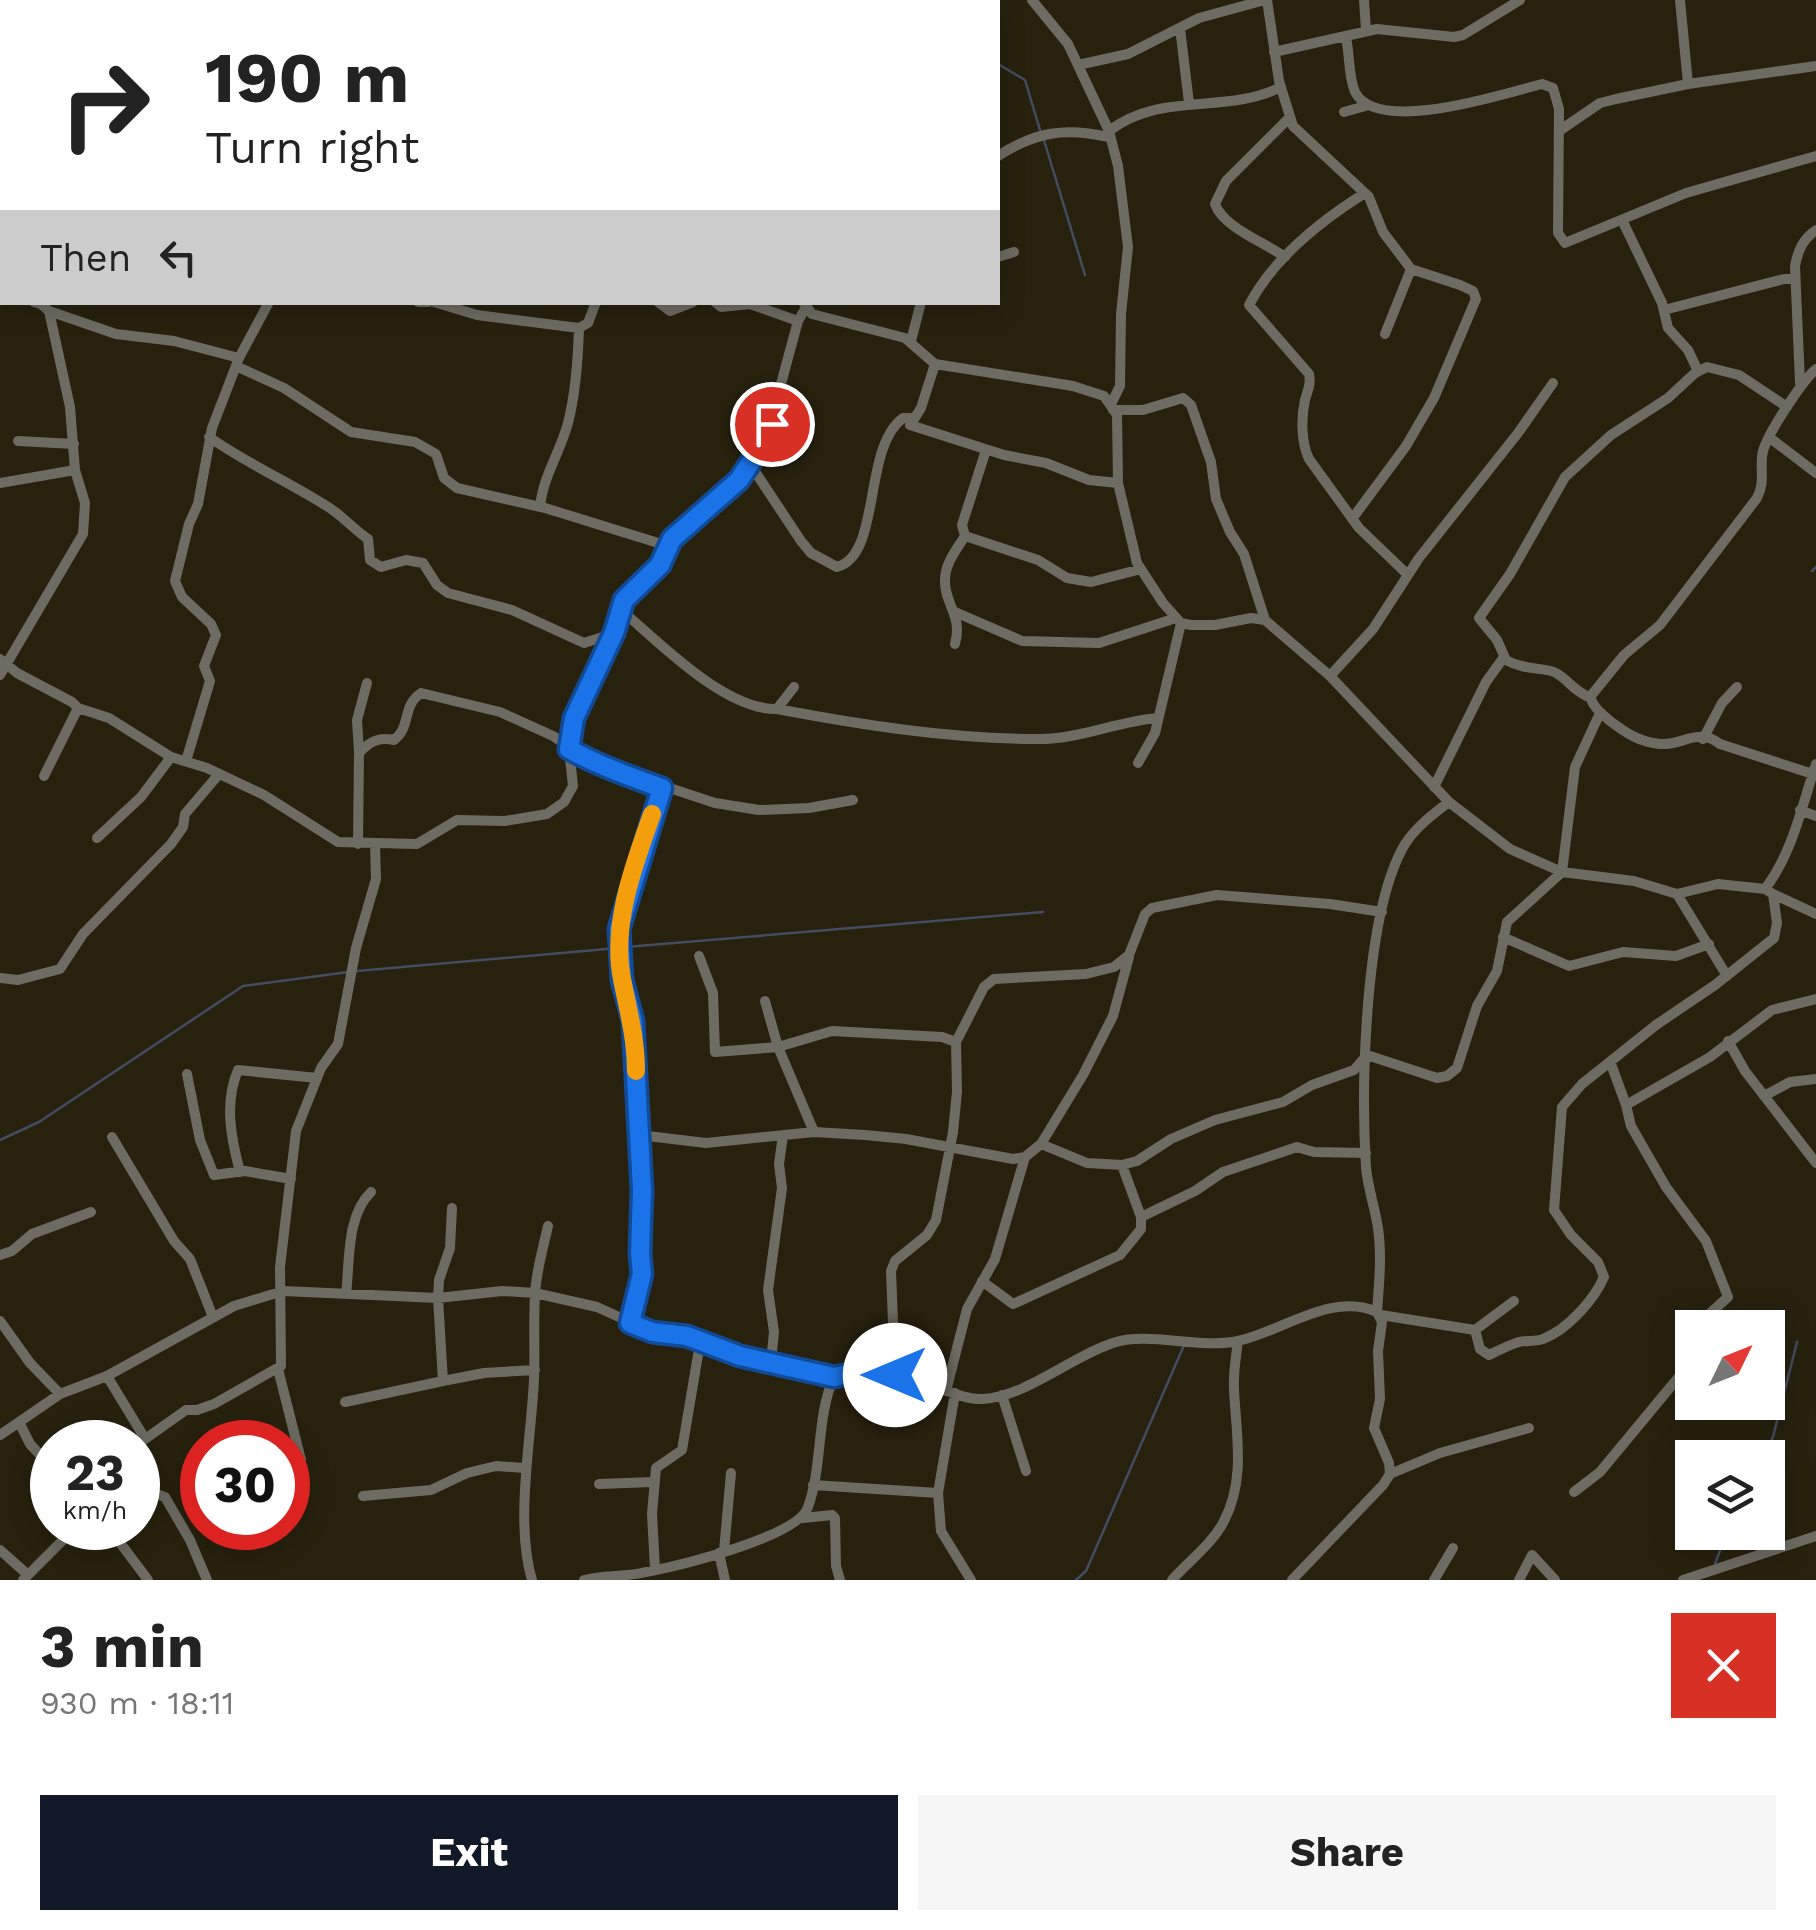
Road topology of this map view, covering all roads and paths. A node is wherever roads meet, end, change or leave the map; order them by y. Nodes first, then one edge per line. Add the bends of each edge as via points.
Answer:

* * *

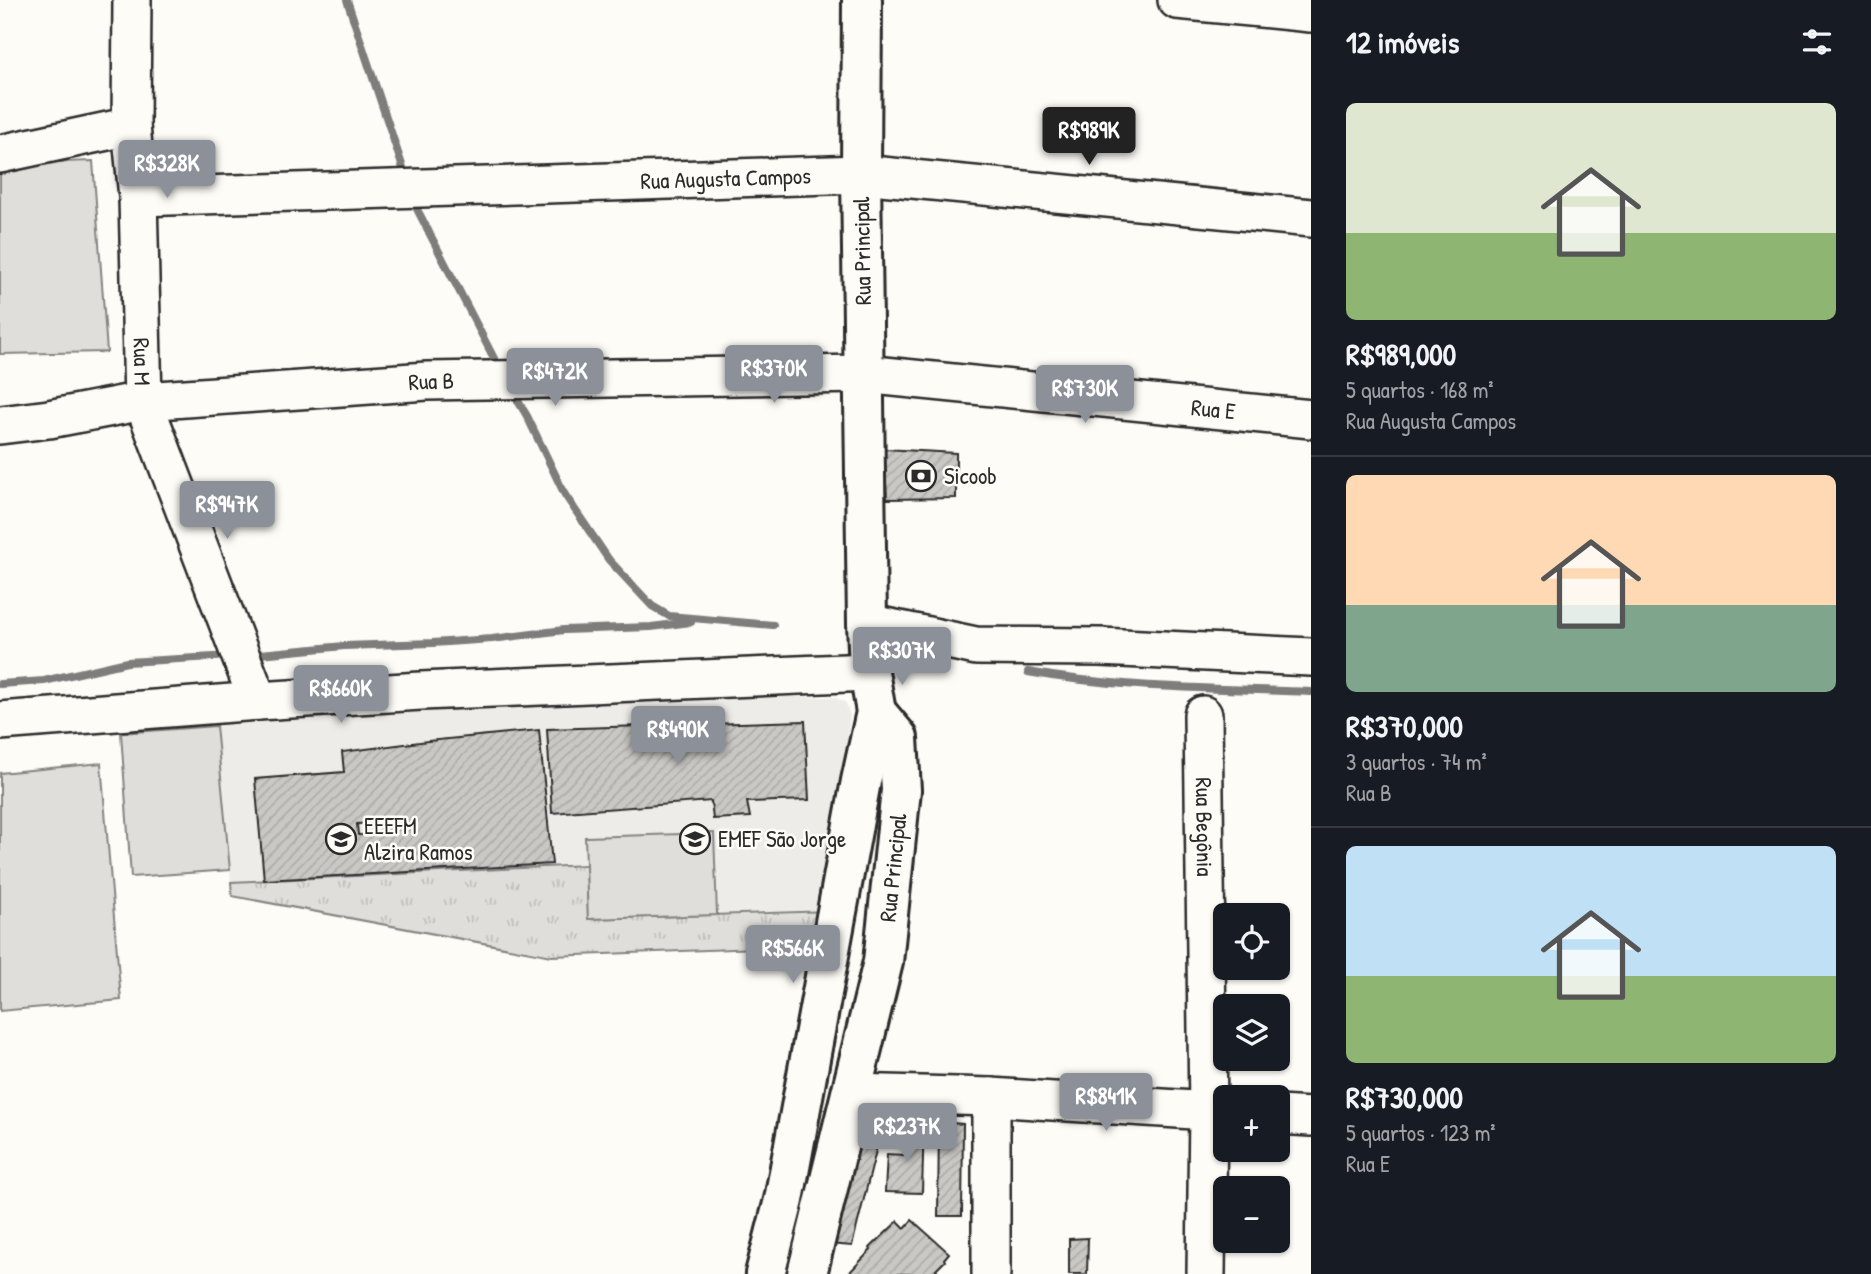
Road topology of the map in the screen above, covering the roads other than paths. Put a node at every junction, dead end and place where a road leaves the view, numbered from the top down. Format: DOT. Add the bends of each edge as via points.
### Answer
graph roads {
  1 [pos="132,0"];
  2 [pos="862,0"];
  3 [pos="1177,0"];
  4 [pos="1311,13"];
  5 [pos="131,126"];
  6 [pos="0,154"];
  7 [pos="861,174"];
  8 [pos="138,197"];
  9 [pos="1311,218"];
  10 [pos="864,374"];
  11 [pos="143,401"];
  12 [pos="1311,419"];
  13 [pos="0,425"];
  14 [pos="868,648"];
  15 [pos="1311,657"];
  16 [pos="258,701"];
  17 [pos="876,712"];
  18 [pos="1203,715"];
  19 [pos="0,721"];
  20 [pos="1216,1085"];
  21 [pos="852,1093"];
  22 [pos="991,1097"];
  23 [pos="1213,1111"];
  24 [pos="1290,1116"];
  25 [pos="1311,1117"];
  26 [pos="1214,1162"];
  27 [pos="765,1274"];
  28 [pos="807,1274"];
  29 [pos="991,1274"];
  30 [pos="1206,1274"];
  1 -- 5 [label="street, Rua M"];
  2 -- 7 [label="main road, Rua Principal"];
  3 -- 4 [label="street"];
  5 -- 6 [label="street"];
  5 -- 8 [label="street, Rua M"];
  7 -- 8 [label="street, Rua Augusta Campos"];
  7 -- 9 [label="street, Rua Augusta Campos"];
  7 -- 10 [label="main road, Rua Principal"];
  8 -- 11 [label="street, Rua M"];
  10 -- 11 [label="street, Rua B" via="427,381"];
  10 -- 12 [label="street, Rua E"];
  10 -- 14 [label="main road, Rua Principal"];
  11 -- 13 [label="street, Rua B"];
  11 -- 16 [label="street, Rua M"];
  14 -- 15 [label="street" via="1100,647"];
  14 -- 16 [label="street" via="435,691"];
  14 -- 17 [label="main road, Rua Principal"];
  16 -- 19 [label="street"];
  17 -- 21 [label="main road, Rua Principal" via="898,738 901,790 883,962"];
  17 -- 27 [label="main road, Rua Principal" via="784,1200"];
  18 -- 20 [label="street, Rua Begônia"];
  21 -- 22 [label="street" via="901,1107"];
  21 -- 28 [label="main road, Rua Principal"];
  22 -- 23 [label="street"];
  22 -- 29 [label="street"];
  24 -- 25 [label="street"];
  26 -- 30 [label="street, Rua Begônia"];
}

What to produce: Set out every line from the material that contains the string "each".

Output below:
Road topology of this map view, covering all roads and paths. A node is wherever roads meet, end, change or leave the map; order them by y. Nodes first, then one edge per line. Add the bends of each edge as via points.
Road topology of the map in the screen above, covering the roads other than paths. Put a node at every junction, dead end and place where a road leaves the view, numbered from the top down. Format: DOT. Add the bends of each edge as via points.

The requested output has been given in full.